Identify and pull out each line of the entries in which "dead" occurs.

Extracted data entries
-*-
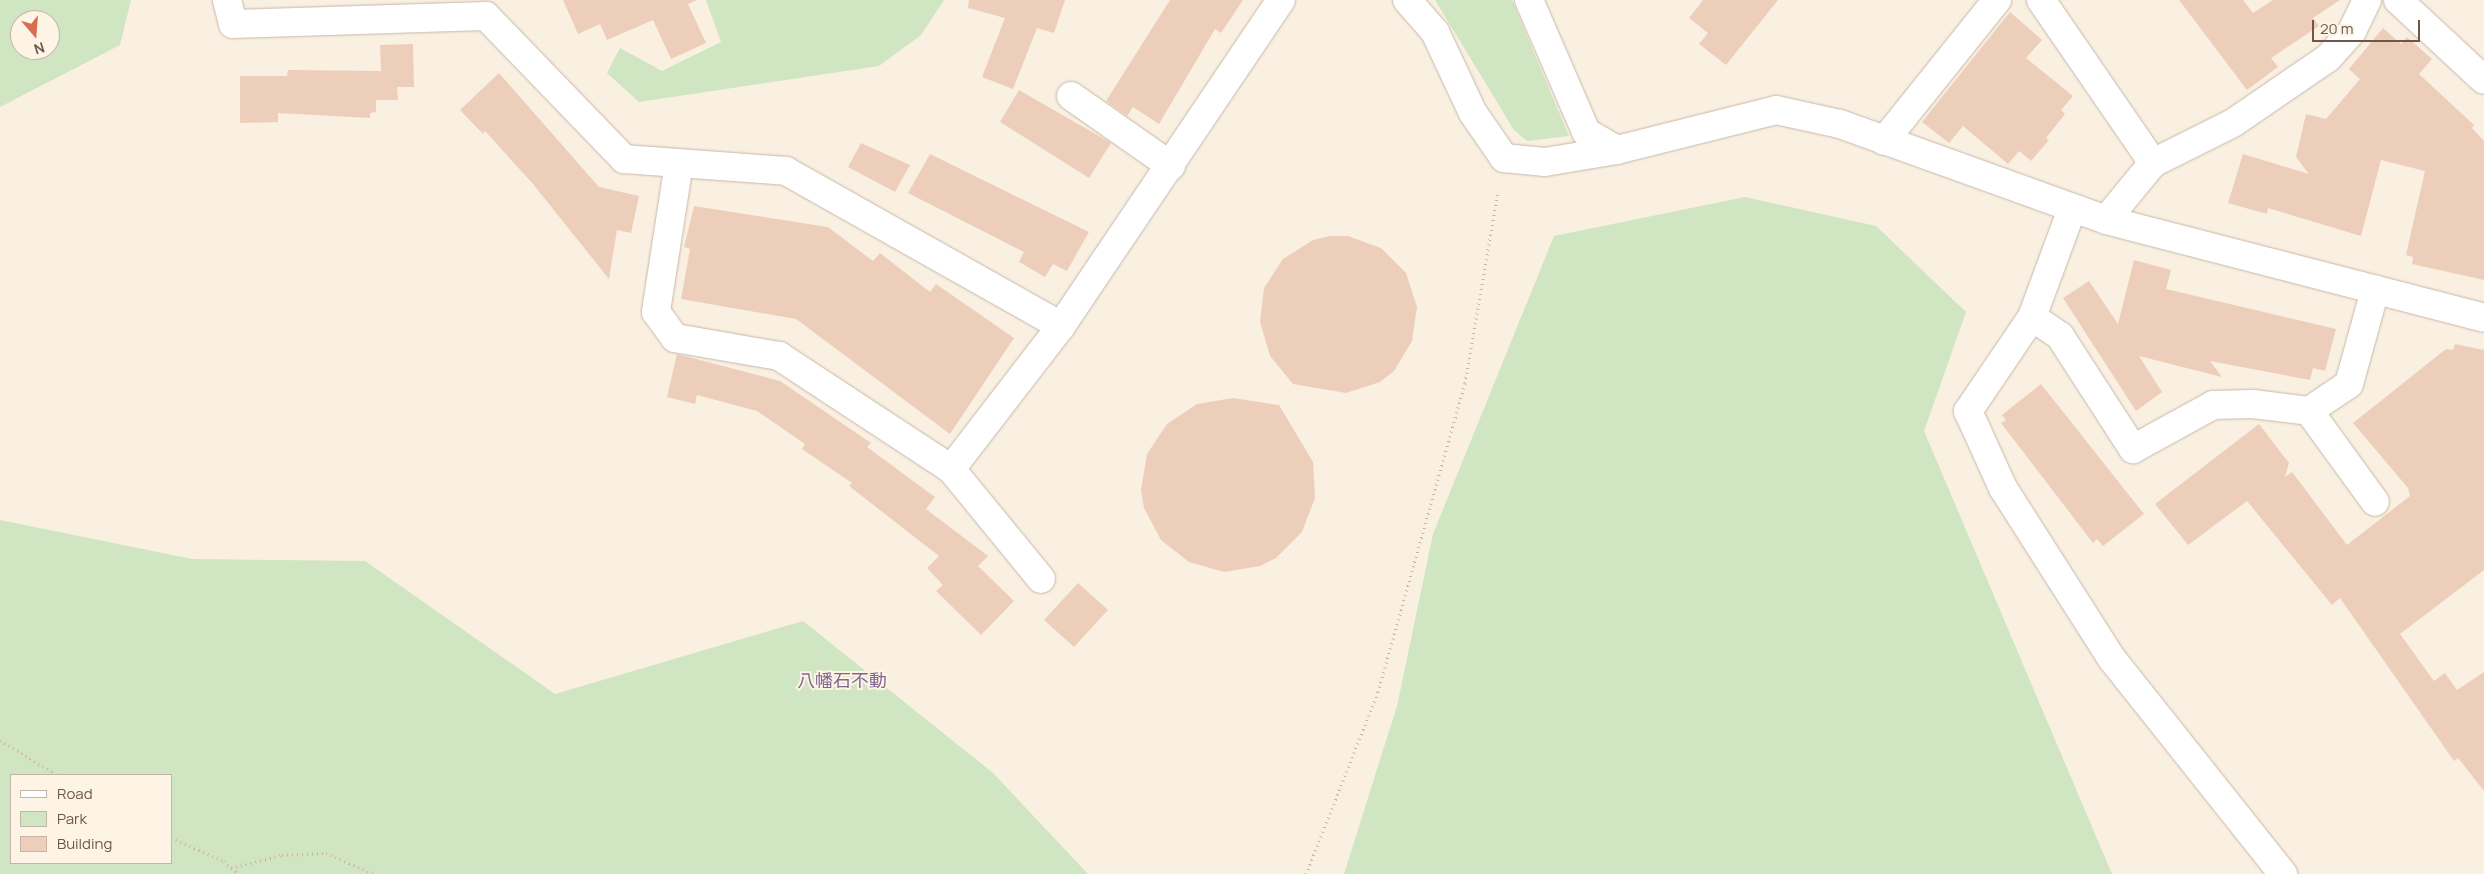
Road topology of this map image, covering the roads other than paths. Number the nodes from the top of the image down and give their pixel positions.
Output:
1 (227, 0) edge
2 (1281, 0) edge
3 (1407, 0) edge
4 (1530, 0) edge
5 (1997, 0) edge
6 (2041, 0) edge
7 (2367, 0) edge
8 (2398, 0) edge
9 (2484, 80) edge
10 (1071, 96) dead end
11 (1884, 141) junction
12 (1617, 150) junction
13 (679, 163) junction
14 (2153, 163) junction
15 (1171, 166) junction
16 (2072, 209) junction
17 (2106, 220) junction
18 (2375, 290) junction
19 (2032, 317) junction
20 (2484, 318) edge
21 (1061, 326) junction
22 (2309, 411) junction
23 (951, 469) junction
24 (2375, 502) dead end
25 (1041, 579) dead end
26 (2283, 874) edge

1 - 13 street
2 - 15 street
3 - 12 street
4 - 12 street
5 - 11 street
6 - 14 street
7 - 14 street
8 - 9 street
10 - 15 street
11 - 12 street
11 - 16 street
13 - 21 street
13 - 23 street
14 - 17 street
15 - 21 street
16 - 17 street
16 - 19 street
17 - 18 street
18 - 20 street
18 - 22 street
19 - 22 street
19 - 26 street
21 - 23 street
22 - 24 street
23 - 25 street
-*-
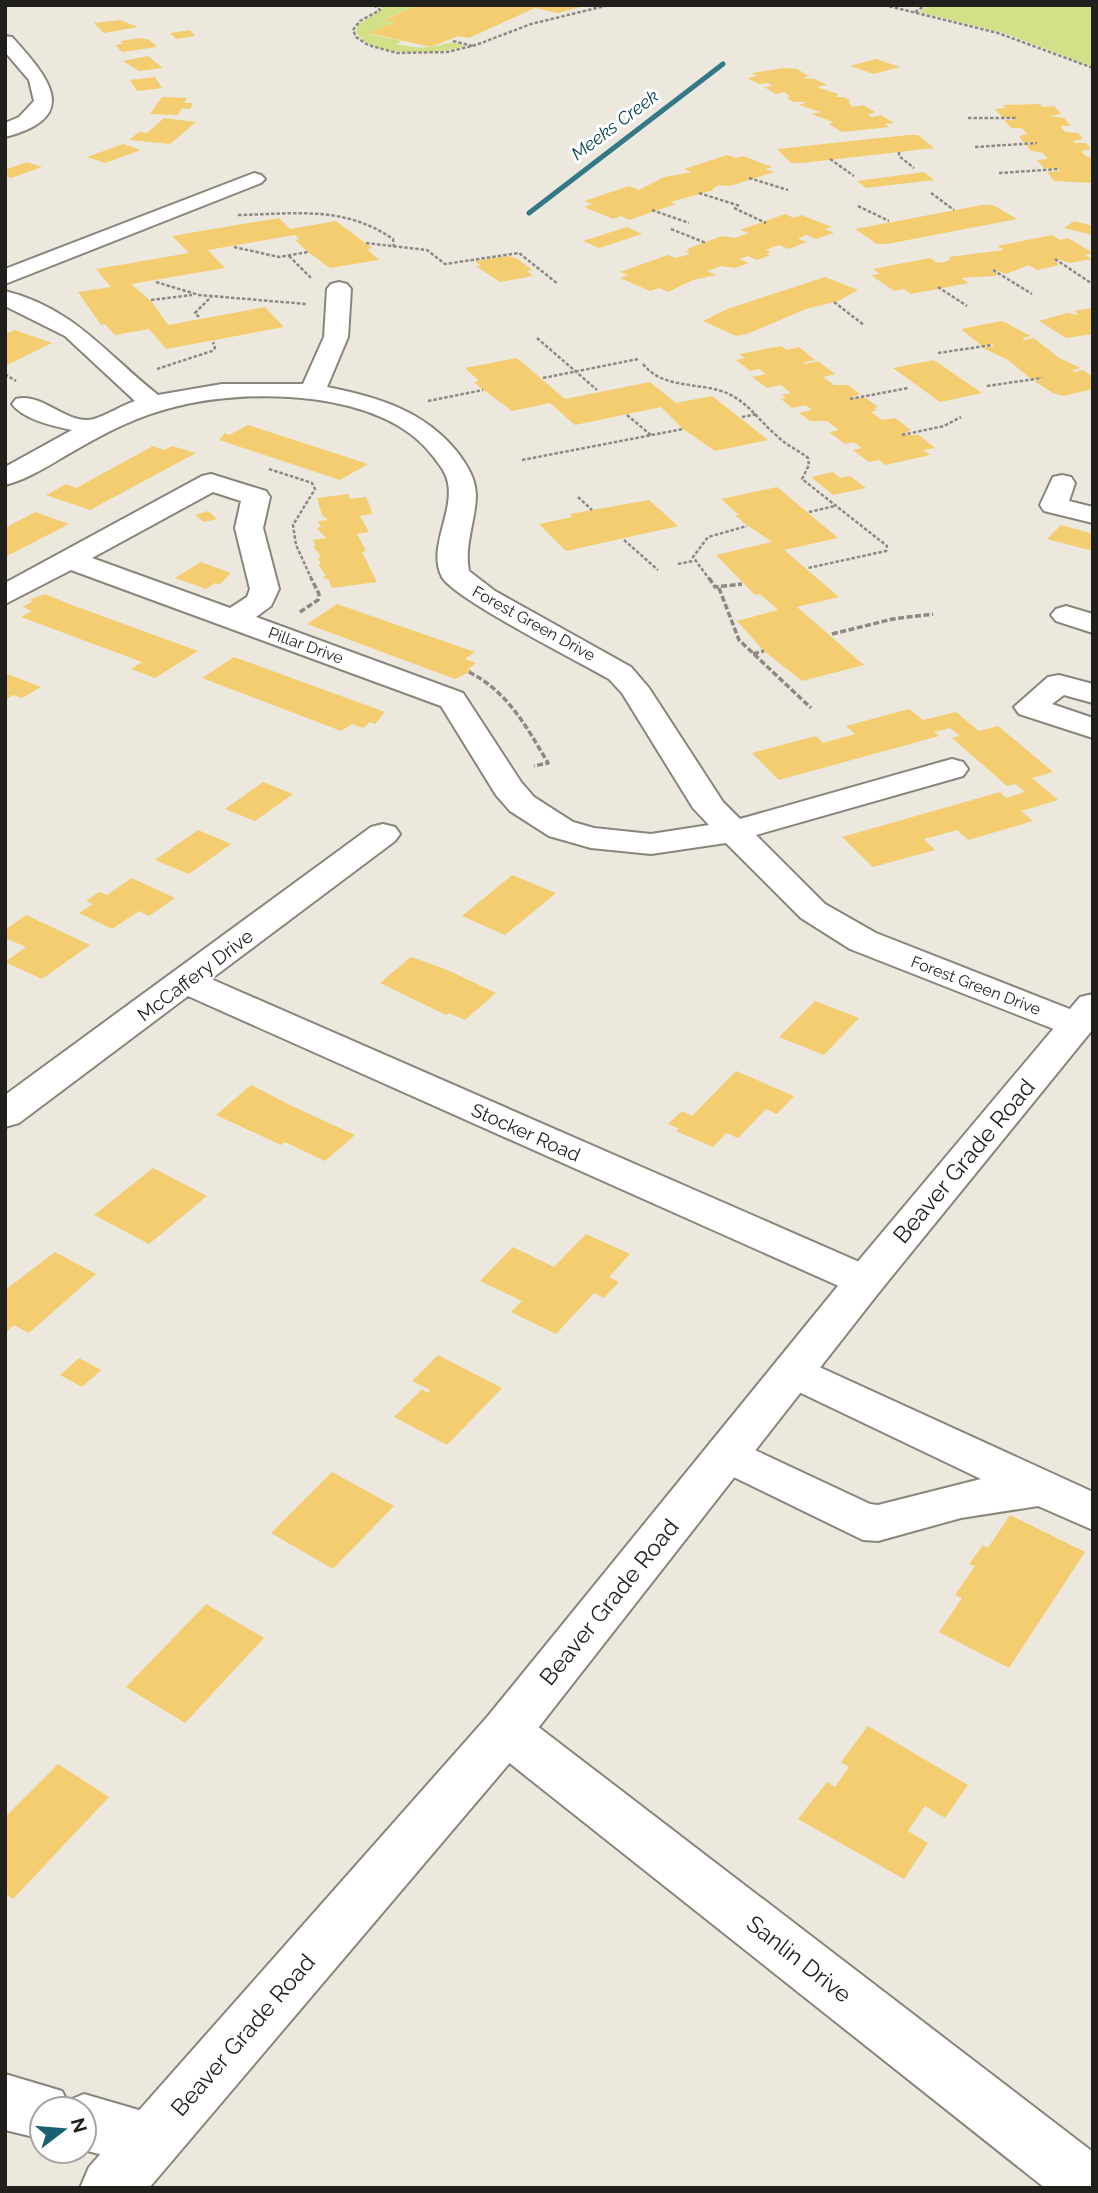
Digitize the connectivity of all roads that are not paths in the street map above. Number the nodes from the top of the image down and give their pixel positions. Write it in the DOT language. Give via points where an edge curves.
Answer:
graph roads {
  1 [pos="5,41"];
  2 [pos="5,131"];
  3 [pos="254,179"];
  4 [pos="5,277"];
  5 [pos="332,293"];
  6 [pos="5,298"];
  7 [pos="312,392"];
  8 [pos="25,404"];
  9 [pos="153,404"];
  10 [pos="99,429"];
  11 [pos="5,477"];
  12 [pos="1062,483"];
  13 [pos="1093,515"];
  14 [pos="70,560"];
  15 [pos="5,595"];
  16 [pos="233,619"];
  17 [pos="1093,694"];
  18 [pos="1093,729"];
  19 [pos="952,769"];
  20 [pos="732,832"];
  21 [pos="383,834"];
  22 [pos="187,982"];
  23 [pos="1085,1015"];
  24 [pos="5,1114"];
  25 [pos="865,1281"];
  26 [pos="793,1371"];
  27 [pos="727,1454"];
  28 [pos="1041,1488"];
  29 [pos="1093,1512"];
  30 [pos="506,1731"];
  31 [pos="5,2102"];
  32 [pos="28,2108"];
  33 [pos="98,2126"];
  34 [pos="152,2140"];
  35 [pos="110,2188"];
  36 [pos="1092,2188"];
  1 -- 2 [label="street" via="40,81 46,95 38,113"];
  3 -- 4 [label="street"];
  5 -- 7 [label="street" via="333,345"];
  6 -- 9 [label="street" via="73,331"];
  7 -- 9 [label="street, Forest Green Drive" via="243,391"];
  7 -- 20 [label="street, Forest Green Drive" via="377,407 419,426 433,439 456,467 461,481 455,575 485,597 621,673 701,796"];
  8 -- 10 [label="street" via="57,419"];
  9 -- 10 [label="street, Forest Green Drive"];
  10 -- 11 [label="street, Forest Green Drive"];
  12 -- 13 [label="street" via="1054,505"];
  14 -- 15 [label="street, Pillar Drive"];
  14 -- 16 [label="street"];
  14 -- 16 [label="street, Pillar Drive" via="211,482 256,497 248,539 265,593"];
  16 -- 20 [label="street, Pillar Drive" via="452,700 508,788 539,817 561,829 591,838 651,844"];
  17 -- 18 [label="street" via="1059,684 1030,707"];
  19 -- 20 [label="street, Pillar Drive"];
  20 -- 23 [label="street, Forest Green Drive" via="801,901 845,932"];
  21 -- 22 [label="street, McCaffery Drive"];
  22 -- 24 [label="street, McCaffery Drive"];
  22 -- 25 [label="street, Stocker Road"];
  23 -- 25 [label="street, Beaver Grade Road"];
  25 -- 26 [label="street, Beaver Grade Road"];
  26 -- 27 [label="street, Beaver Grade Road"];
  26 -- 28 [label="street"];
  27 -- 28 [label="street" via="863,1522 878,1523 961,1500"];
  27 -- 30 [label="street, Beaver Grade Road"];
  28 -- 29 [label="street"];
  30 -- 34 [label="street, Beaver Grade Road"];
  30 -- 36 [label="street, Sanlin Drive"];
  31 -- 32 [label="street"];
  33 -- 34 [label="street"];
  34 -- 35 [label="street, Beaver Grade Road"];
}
-*-
#### TASK RESULT
10 (1071, 96) dead end
24 (2375, 502) dead end
25 (1041, 579) dead end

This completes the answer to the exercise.